Start of Block

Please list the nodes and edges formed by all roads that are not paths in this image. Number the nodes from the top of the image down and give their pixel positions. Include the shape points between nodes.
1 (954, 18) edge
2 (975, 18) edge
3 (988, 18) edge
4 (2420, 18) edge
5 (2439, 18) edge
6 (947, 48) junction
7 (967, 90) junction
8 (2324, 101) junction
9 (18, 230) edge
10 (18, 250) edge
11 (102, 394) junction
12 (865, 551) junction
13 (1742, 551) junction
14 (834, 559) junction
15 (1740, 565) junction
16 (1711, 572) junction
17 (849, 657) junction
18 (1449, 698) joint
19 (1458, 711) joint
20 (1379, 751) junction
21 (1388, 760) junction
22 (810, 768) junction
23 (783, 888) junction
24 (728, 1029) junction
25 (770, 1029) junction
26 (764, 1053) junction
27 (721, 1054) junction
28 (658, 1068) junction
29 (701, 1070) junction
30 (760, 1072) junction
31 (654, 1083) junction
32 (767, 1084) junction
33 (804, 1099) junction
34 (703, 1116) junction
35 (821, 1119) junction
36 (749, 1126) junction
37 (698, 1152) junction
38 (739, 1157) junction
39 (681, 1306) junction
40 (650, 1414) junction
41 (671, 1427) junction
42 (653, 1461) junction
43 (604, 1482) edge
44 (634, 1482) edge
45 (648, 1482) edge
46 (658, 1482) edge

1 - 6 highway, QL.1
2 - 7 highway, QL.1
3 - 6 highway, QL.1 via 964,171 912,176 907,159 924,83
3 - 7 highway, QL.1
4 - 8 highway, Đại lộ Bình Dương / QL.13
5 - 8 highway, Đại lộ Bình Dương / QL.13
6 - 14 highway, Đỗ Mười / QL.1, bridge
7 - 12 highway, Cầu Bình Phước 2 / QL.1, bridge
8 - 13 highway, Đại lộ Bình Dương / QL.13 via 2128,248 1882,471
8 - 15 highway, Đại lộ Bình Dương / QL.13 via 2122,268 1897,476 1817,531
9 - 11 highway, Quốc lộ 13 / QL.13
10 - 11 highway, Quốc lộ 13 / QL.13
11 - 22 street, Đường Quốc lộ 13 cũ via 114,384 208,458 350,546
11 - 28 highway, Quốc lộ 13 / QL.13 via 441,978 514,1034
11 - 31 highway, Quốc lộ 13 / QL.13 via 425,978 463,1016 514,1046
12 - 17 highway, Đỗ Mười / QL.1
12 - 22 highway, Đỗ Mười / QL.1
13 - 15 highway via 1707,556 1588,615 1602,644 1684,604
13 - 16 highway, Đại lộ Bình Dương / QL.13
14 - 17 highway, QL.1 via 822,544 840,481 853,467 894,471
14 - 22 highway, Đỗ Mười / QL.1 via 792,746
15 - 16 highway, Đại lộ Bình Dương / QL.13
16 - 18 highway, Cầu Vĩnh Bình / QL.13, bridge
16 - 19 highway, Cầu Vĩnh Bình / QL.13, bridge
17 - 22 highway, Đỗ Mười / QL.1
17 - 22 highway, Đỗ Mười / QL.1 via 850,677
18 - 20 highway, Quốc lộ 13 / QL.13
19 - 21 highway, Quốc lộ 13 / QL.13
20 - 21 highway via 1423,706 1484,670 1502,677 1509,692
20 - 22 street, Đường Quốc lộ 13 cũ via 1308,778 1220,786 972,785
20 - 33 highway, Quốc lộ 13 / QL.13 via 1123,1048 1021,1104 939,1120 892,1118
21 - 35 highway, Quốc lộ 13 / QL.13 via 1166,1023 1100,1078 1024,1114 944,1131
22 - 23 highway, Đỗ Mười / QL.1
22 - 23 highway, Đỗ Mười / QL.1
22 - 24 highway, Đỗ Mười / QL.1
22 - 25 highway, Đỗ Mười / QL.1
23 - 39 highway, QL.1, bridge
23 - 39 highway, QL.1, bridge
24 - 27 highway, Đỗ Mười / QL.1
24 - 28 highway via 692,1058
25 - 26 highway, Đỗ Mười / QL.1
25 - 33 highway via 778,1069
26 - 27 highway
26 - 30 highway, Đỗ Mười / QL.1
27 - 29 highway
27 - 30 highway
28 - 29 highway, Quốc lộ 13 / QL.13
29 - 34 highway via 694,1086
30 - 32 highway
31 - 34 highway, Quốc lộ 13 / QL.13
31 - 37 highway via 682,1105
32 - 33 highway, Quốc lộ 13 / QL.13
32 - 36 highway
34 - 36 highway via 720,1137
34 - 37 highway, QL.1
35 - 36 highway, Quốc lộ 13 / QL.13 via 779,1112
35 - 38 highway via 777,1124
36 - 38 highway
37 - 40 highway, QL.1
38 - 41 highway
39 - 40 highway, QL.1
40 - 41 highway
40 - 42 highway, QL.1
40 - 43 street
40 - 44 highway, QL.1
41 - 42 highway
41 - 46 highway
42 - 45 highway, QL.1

End of Block

** Task item **
Retype all of the entries. Keep each one exactly as written.

** Completed task **
Please list the nodes and edges formed by all roads that are not paths in this image. Number the nodes from the top of the image down and give their pixel positions. Include the shape points between nodes.
1 (954, 18) edge
2 (975, 18) edge
3 (988, 18) edge
4 (2420, 18) edge
5 (2439, 18) edge
6 (947, 48) junction
7 (967, 90) junction
8 (2324, 101) junction
9 (18, 230) edge
10 (18, 250) edge
11 (102, 394) junction
12 (865, 551) junction
13 (1742, 551) junction
14 (834, 559) junction
15 (1740, 565) junction
16 (1711, 572) junction
17 (849, 657) junction
18 (1449, 698) joint
19 (1458, 711) joint
20 (1379, 751) junction
21 (1388, 760) junction
22 (810, 768) junction
23 (783, 888) junction
24 (728, 1029) junction
25 (770, 1029) junction
26 (764, 1053) junction
27 (721, 1054) junction
28 (658, 1068) junction
29 (701, 1070) junction
30 (760, 1072) junction
31 (654, 1083) junction
32 (767, 1084) junction
33 (804, 1099) junction
34 (703, 1116) junction
35 (821, 1119) junction
36 (749, 1126) junction
37 (698, 1152) junction
38 (739, 1157) junction
39 (681, 1306) junction
40 (650, 1414) junction
41 (671, 1427) junction
42 (653, 1461) junction
43 (604, 1482) edge
44 (634, 1482) edge
45 (648, 1482) edge
46 (658, 1482) edge

1 - 6 highway, QL.1
2 - 7 highway, QL.1
3 - 6 highway, QL.1 via 964,171 912,176 907,159 924,83
3 - 7 highway, QL.1
4 - 8 highway, Đại lộ Bình Dương / QL.13
5 - 8 highway, Đại lộ Bình Dương / QL.13
6 - 14 highway, Đỗ Mười / QL.1, bridge
7 - 12 highway, Cầu Bình Phước 2 / QL.1, bridge
8 - 13 highway, Đại lộ Bình Dương / QL.13 via 2128,248 1882,471
8 - 15 highway, Đại lộ Bình Dương / QL.13 via 2122,268 1897,476 1817,531
9 - 11 highway, Quốc lộ 13 / QL.13
10 - 11 highway, Quốc lộ 13 / QL.13
11 - 22 street, Đường Quốc lộ 13 cũ via 114,384 208,458 350,546
11 - 28 highway, Quốc lộ 13 / QL.13 via 441,978 514,1034
11 - 31 highway, Quốc lộ 13 / QL.13 via 425,978 463,1016 514,1046
12 - 17 highway, Đỗ Mười / QL.1
12 - 22 highway, Đỗ Mười / QL.1
13 - 15 highway via 1707,556 1588,615 1602,644 1684,604
13 - 16 highway, Đại lộ Bình Dương / QL.13
14 - 17 highway, QL.1 via 822,544 840,481 853,467 894,471
14 - 22 highway, Đỗ Mười / QL.1 via 792,746
15 - 16 highway, Đại lộ Bình Dương / QL.13
16 - 18 highway, Cầu Vĩnh Bình / QL.13, bridge
16 - 19 highway, Cầu Vĩnh Bình / QL.13, bridge
17 - 22 highway, Đỗ Mười / QL.1
17 - 22 highway, Đỗ Mười / QL.1 via 850,677
18 - 20 highway, Quốc lộ 13 / QL.13
19 - 21 highway, Quốc lộ 13 / QL.13
20 - 21 highway via 1423,706 1484,670 1502,677 1509,692
20 - 22 street, Đường Quốc lộ 13 cũ via 1308,778 1220,786 972,785
20 - 33 highway, Quốc lộ 13 / QL.13 via 1123,1048 1021,1104 939,1120 892,1118
21 - 35 highway, Quốc lộ 13 / QL.13 via 1166,1023 1100,1078 1024,1114 944,1131
22 - 23 highway, Đỗ Mười / QL.1
22 - 23 highway, Đỗ Mười / QL.1
22 - 24 highway, Đỗ Mười / QL.1
22 - 25 highway, Đỗ Mười / QL.1
23 - 39 highway, QL.1, bridge
23 - 39 highway, QL.1, bridge
24 - 27 highway, Đỗ Mười / QL.1
24 - 28 highway via 692,1058
25 - 26 highway, Đỗ Mười / QL.1
25 - 33 highway via 778,1069
26 - 27 highway
26 - 30 highway, Đỗ Mười / QL.1
27 - 29 highway
27 - 30 highway
28 - 29 highway, Quốc lộ 13 / QL.13
29 - 34 highway via 694,1086
30 - 32 highway
31 - 34 highway, Quốc lộ 13 / QL.13
31 - 37 highway via 682,1105
32 - 33 highway, Quốc lộ 13 / QL.13
32 - 36 highway
34 - 36 highway via 720,1137
34 - 37 highway, QL.1
35 - 36 highway, Quốc lộ 13 / QL.13 via 779,1112
35 - 38 highway via 777,1124
36 - 38 highway
37 - 40 highway, QL.1
38 - 41 highway
39 - 40 highway, QL.1
40 - 41 highway
40 - 42 highway, QL.1
40 - 43 street
40 - 44 highway, QL.1
41 - 42 highway
41 - 46 highway
42 - 45 highway, QL.1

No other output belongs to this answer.